O.C. plays with a wide array of styles on the album, from the war-metaphor battle song "War Games" to abstract stories on the haunting "The Crow" and a very special history on a mystique woman that enters Credle's life in "Stronjay".  Though the differences between O.C.'s two first efforts are very noticeable many fans are constantly, and still, arguing which was the better album out of them.

This album, like his first, received strong reviews, but lacked in sales. He made his first appearance on the Billboard 200 album chart with the album, and also made his first appearance on the Billboard Hot 100 singles chart, with the single "Far From Yours". The album is now out of print.

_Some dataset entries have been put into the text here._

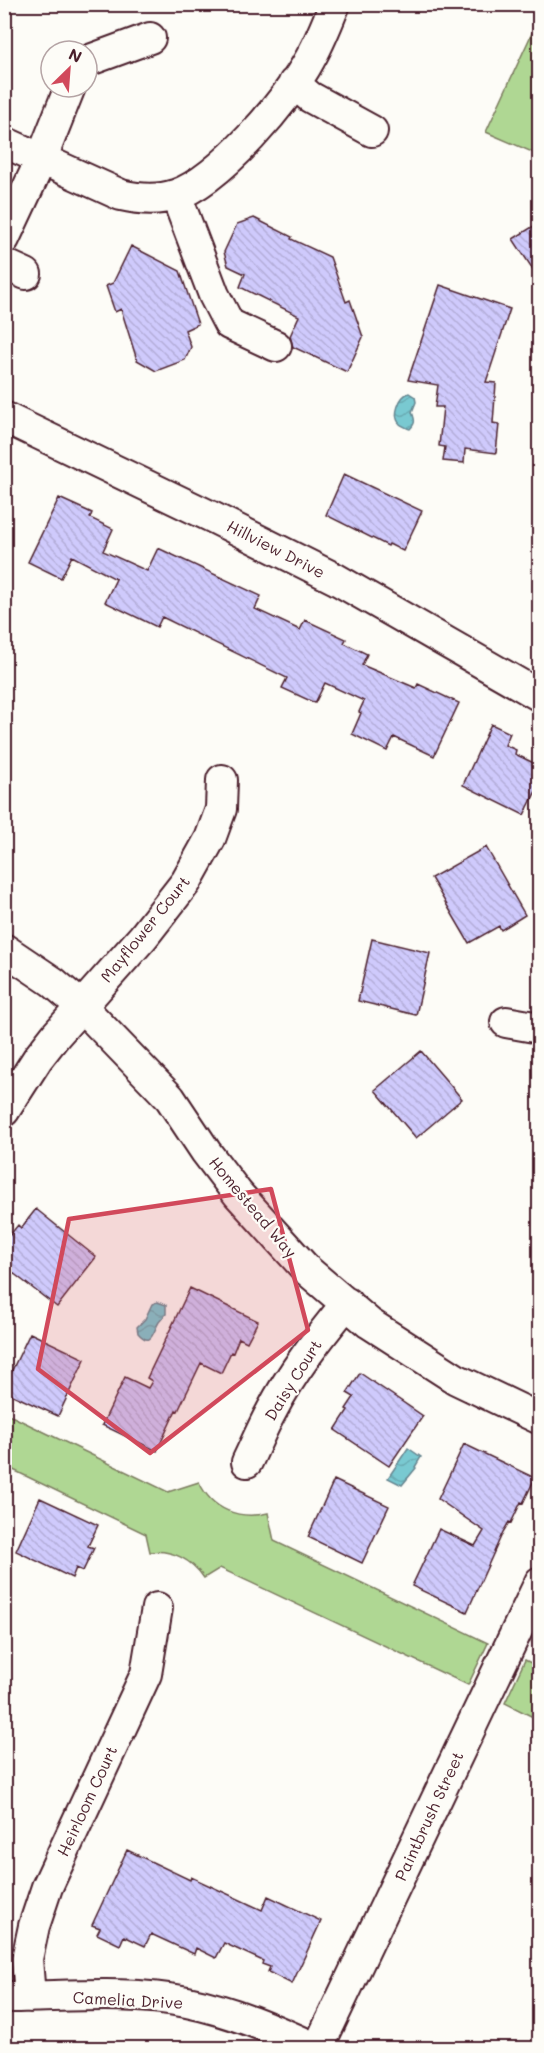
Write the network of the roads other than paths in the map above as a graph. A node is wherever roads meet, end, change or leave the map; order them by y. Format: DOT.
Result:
graph roads {
  1 [pos="335,4"];
  2 [pos="150,38"];
  3 [pos="99,57"];
  4 [pos="294,83"];
  5 [pos="64,99"];
  6 [pos="372,131"];
  7 [pos="4,142"];
  8 [pos="41,160"];
  9 [pos="177,195"];
  10 [pos="4,239"];
  11 [pos="276,346"];
  12 [pos="4,417"];
  13 [pos="540,696"];
  14 [pos="222,780"];
  15 [pos="4,949"];
  16 [pos="81,1006"];
  17 [pos="506,1022"];
  18 [pos="540,1028"];
  19 [pos="4,1111"];
  20 [pos="347,1303"];
  21 [pos="540,1419"];
  22 [pos="247,1462"];
  23 [pos="540,1582"];
  24 [pos="157,1608"];
  25 [pos="17,1997"];
  26 [pos="316,2049"];
  1 -- 4 [label="street"];
  2 -- 3 [label="street"];
  4 -- 6 [label="street"];
  4 -- 9 [label="street"];
  5 -- 8 [label="street"];
  7 -- 8 [label="street"];
  8 -- 9 [label="street"];
  8 -- 10 [label="street"];
  9 -- 11 [label="street"];
  12 -- 13 [label="street, Hillview Drive"];
  14 -- 16 [label="street, Mayflower Court"];
  15 -- 16 [label="street, Homestead Way"];
  16 -- 19 [label="street, Mayflower Court"];
  16 -- 20 [label="street, Homestead Way"];
  17 -- 18 [label="street"];
  20 -- 21 [label="street, Homestead Way"];
  20 -- 22 [label="street, Daisy Court"];
  23 -- 26 [label="street, Paintbrush Street"];
  24 -- 25 [label="street, Heirloom Court"];
  25 -- 26 [label="street, Camelia Drive"];
}
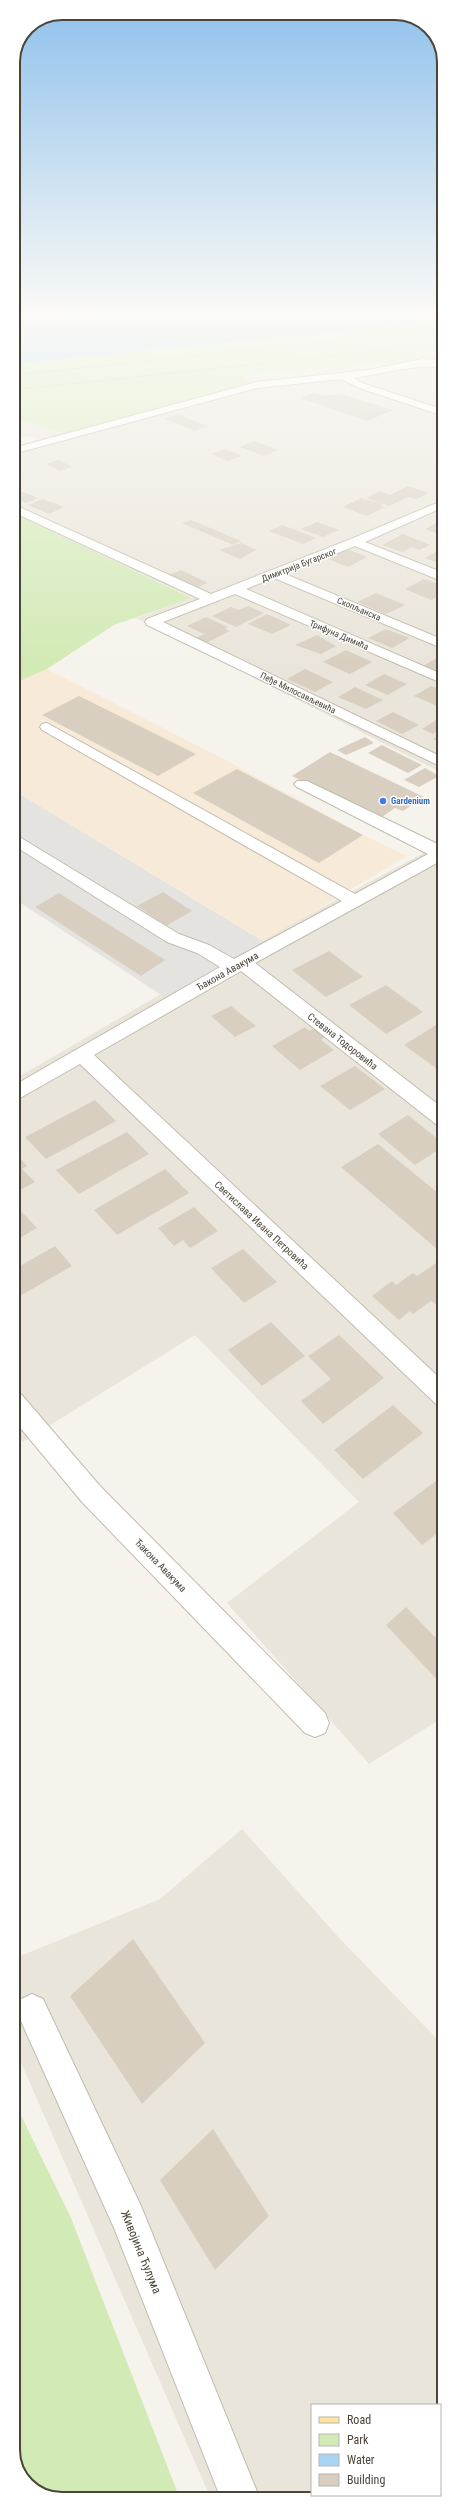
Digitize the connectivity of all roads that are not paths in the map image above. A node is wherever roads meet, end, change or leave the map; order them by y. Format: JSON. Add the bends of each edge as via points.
{"nodes":[{"id":1,"x":85,"y":431,"type":"edge"},
{"id":2,"x":20,"y":449,"type":"edge"},
{"id":3,"x":437,"y":506,"type":"edge"},
{"id":4,"x":20,"y":511,"type":"edge"},
{"id":5,"x":355,"y":542,"type":"junction"},
{"id":6,"x":275,"y":574,"type":"junction"},
{"id":7,"x":437,"y":575,"type":"edge"},
{"id":8,"x":234,"y":590,"type":"junction"},
{"id":9,"x":209,"y":598,"type":"junction"},
{"id":10,"x":152,"y":622,"type":"joint"},
{"id":11,"x":437,"y":642,"type":"edge"},
{"id":12,"x":437,"y":677,"type":"edge"},
{"id":13,"x":47,"y":727,"type":"dead end"},
{"id":14,"x":437,"y":761,"type":"edge"},
{"id":15,"x":302,"y":784,"type":"dead end"},
{"id":16,"x":20,"y":842,"type":"edge"},
{"id":17,"x":437,"y":851,"type":"edge"},
{"id":18,"x":437,"y":856,"type":"edge"},
{"id":19,"x":354,"y":901,"type":"junction"},
{"id":20,"x":238,"y":965,"type":"junction"},
{"id":21,"x":80,"y":1054,"type":"junction"},
{"id":22,"x":20,"y":1091,"type":"edge"},
{"id":23,"x":437,"y":1115,"type":"edge"},
{"id":24,"x":437,"y":1390,"type":"edge"},
{"id":25,"x":20,"y":1409,"type":"edge"},
{"id":26,"x":315,"y":1723,"type":"dead end"},
{"id":27,"x":32,"y":2010,"type":"dead end"},
{"id":28,"x":238,"y":2492,"type":"edge"}],
"edges":[{"from":1,"to":2,"type":"street"},
{"from":3,"to":5,"type":"street","name":"Димитрија Бугарског"},
{"from":4,"to":9,"type":"street"},
{"from":5,"to":6,"type":"street","name":"Димитрија Бугарског"},
{"from":5,"to":7,"type":"street"},
{"from":6,"to":8,"type":"street","name":"Димитрија Бугарског"},
{"from":6,"to":11,"type":"street","name":"Скопљанска"},
{"from":8,"to":9,"type":"street","name":"Димитрија Бугарског"},
{"from":8,"to":12,"type":"street","name":"Трифуна Димића"},
{"from":9,"to":10,"type":"street","name":"Димитрија Бугарског"},
{"from":10,"to":14,"type":"street","name":"Пеђе Милосављевића"},
{"from":13,"to":19,"type":"street"},
{"from":15,"to":17,"type":"street"},
{"from":16,"to":20,"type":"street","name":"Стевана Тодоровића","via":[[173,938]]},
{"from":18,"to":19,"type":"street","name":"Ђакона Авакума"},
{"from":19,"to":20,"type":"street","name":"Ђакона Авакума"},
{"from":20,"to":21,"type":"street","name":"Ђакона Авакума"},
{"from":20,"to":23,"type":"street","name":"Стевана Тодоровића"},
{"from":21,"to":22,"type":"street","name":"Ђакона Авакума"},
{"from":21,"to":24,"type":"street","name":"Светислава Ивана Петровића"},
{"from":25,"to":26,"type":"street","name":"Ђакона Авакума","via":[[91,1494]]},
{"from":27,"to":28,"type":"street","name":"Живојина Ћулума","via":[[128,2219]]}]}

As part of the concept for Jewelz, the CD was sold with different colored disc art inspired by the color palette of various jewels.

Critical reception

Matt Conaway from AllMusic praised O.C. for maintaining his "street-based" musicianship by having top-notch New York producers and rappers contribute quality work throughout the record and delivering strong lyricism of his own, highlighting "My World" and "Dangerous" as examples. Vibe contributor Noah Callahan-Bever also gave praise to the album's production team for emitting an aura of "melodic contentment" for O.C.'s more naturalistic flow to deliver solid rhymes on "Dangerous" and the title track, despite "Far From Yours" being the only dud, concluding that: "Thankfully, O.C. is still concerned with the decline of rap music, only now he's stopped criticizing and has started to lead by example, unveiling one of his most finely polished Jewelz this year has seen."

Track listing

Samples credits 
"My World" samples "Killer's Lullaby" by Barry White.
"War Games" samples "It's My Thing" by Marva Whitney.
"Can't Go Wrong" samples "American Tango" by Weather Report.
"The Chosen One" samples "White Clouds" by Hiroshi Fukumura and Sadao Watanabe.
"Dangerous" samples "Daisy Lady" by 7th Wonder.
"Far From Yours" samples "Tomorrow" by The Brothers Johnson.
"M.U.G." samples "The Saddest Thing of All" by Michel Legrand.
"The Crow" samples "Zen-Gun" by Ryuichi Sakamoto.
"You & Yours" samples "A Garden of Peace" by Lonnie Liston Smith.
"Hypocrite" samples "Sensitize" by Roy Ayers.
"It's Only Right" samples "Do You Like It" by B.T. Express.
"Jewelz" samples "Changing Faces" by J.J. Band and "I'll Take Time" by John Kasandra.

Album singles

Personnel
Adapted credits from the liner notes of Jewelz.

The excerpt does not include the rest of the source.